[SUPPLIED RECORDS]

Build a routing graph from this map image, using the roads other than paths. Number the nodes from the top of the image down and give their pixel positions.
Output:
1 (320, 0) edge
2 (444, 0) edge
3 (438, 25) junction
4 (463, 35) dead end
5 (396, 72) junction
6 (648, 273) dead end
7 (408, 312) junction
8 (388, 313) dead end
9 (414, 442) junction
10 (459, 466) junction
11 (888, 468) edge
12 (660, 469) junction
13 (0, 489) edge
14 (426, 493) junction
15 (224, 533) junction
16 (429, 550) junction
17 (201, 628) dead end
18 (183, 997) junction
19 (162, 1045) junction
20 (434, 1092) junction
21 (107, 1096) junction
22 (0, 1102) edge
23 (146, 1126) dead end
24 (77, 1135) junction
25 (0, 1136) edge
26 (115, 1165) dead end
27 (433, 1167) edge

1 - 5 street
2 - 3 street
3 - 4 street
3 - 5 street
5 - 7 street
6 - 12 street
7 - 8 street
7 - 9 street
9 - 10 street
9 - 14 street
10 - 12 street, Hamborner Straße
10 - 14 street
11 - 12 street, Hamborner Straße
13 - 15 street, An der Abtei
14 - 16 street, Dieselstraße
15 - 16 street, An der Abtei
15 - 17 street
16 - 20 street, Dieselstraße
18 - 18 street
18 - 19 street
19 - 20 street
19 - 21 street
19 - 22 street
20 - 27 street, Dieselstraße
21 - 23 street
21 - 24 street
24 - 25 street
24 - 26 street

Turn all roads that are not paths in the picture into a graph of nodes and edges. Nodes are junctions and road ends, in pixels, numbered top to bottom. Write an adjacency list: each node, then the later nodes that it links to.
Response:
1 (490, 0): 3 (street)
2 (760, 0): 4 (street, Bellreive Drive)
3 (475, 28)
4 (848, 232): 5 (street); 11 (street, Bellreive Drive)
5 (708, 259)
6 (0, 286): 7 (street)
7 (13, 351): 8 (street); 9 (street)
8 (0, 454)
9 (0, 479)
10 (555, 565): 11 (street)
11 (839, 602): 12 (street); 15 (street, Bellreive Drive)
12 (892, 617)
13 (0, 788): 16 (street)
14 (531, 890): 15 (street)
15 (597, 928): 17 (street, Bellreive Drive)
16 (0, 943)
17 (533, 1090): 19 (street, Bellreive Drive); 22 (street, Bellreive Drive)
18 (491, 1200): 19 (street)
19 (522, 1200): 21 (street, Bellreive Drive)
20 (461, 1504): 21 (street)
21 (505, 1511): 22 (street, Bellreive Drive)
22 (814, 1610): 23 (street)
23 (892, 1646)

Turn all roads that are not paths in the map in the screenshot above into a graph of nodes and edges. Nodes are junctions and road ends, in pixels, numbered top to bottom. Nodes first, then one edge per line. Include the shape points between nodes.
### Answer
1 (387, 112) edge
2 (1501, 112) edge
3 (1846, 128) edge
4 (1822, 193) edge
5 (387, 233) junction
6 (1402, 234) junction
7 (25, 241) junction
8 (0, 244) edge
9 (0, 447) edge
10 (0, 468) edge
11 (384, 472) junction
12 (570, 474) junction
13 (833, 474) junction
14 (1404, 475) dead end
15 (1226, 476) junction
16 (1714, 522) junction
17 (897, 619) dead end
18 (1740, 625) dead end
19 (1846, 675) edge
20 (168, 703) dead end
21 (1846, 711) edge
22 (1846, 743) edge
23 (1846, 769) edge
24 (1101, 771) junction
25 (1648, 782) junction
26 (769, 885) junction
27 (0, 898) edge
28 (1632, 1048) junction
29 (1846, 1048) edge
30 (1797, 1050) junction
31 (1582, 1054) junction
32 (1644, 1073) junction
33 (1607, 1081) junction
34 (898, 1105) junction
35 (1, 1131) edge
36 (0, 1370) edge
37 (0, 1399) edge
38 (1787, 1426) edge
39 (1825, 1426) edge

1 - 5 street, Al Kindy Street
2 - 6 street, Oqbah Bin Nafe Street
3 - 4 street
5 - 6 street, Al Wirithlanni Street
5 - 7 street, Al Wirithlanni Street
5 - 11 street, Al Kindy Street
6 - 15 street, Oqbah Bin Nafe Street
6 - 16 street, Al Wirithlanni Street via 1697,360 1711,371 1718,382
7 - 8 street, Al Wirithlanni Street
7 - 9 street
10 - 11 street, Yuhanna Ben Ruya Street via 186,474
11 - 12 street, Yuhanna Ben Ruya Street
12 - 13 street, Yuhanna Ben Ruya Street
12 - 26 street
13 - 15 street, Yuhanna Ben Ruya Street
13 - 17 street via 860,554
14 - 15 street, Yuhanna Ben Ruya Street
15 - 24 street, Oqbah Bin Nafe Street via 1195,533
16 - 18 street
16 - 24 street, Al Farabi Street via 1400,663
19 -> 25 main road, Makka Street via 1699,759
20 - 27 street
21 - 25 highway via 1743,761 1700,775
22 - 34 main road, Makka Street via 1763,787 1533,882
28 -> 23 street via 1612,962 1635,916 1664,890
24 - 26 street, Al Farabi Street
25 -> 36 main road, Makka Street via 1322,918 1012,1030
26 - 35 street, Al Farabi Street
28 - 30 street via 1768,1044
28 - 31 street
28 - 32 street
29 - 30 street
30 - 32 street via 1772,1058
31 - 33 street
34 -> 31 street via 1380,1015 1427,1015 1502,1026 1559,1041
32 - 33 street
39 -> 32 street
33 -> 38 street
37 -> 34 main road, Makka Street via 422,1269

[/SUPPLIED RECORDS]

## [REQUIRED WORK]
Wherever the string "Hamborner" occurs in the data, copy the line that holds it.

## [ANSWER BELOW]
10 - 12 street, Hamborner Straße
11 - 12 street, Hamborner Straße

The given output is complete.